Joanne had spoken to her GP but said that the surgery had been unhelpful and told her to use cream, which she had done, but that it made no difference so she called for an ambulance.

Woman, 82, could have blood clot in her leg

An 82-year-old woman who had come to A&E because she wasn't satisfied with her GP's treatment said staff here have told her she has a possible blood clot in her leg.

She earlier told ITV News that her doctor had advised treating her leg with aqueous cream but she had not seen an improvement in her condition.

She now has an appointment to see a specialist at the hospital tomorrow and is much happier with how her leg is being treated.

Clinical lead nurse signs off busy A&E shift

Mel Brown stands outside the entrance to the emergency department at Queen Elizabeth Hospital Birmingham. Credit: ITV

Mel Brown has just come to the end of her shift as clinical lead nurse for the trauma care and resuscitation team.

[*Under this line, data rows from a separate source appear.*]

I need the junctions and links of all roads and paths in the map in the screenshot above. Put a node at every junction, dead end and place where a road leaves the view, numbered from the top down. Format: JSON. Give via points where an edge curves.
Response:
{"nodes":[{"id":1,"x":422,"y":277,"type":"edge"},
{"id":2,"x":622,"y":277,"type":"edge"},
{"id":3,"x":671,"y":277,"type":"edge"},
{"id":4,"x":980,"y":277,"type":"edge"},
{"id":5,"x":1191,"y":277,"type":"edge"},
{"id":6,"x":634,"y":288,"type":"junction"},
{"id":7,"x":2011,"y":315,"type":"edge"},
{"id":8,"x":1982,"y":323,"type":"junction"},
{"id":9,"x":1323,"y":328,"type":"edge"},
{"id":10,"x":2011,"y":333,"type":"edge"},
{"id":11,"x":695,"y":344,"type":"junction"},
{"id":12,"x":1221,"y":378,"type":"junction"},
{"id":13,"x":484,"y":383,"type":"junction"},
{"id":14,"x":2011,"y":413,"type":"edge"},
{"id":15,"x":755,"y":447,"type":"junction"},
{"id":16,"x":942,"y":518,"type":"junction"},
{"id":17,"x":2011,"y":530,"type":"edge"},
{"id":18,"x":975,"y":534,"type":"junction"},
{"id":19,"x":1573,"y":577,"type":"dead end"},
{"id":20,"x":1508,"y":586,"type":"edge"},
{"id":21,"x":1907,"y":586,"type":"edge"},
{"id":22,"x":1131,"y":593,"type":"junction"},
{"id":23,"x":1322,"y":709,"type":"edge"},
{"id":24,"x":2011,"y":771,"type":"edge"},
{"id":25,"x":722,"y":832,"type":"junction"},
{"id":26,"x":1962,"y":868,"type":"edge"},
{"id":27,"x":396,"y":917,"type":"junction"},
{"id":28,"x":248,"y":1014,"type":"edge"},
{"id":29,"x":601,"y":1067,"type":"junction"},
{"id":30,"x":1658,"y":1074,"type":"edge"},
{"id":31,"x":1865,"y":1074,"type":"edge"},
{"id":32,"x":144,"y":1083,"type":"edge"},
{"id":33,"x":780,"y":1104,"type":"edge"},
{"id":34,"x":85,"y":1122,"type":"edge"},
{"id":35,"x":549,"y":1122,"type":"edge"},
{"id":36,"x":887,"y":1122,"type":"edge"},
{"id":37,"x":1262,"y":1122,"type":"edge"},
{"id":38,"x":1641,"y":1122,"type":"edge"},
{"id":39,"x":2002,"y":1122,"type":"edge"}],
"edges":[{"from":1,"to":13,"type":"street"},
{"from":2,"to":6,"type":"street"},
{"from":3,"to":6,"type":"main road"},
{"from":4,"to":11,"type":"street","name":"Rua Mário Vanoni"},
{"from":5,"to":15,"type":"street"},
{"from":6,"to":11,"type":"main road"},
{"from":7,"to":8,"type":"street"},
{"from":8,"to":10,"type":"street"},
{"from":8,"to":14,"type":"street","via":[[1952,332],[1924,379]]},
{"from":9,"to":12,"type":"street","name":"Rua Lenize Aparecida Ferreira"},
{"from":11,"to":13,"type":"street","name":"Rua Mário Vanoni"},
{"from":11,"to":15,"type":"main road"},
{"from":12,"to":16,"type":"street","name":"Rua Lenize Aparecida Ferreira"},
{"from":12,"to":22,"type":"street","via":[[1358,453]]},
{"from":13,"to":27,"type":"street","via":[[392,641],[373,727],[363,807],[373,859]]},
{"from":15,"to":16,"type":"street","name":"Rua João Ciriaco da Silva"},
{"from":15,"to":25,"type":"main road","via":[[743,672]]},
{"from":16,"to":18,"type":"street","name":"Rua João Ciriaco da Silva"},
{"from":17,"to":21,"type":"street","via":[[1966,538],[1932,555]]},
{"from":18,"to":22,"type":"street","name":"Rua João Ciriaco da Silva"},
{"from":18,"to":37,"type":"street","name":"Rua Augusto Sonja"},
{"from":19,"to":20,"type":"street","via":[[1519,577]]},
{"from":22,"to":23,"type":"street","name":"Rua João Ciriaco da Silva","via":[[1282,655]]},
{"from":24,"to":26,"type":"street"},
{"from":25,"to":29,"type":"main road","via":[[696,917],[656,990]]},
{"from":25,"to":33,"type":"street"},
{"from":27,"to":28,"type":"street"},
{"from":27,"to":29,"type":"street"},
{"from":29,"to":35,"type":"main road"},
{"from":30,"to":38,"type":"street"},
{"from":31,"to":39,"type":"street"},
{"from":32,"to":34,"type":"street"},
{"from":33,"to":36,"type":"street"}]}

She says the past two days - on course to be the busiest in the unit's short history - show what strain the hospital could be under this summer.

"And it's not even the holidays yet," she adds.

The combination of GP referrals and patients coming straight to A&E with the expectation of a quick fix only adds to the pressure on resources.

"In some ways we're a victim of our own success," says Mel.

And the build up of major trauma patients arriving in the last few hours means the night shift will be even busier.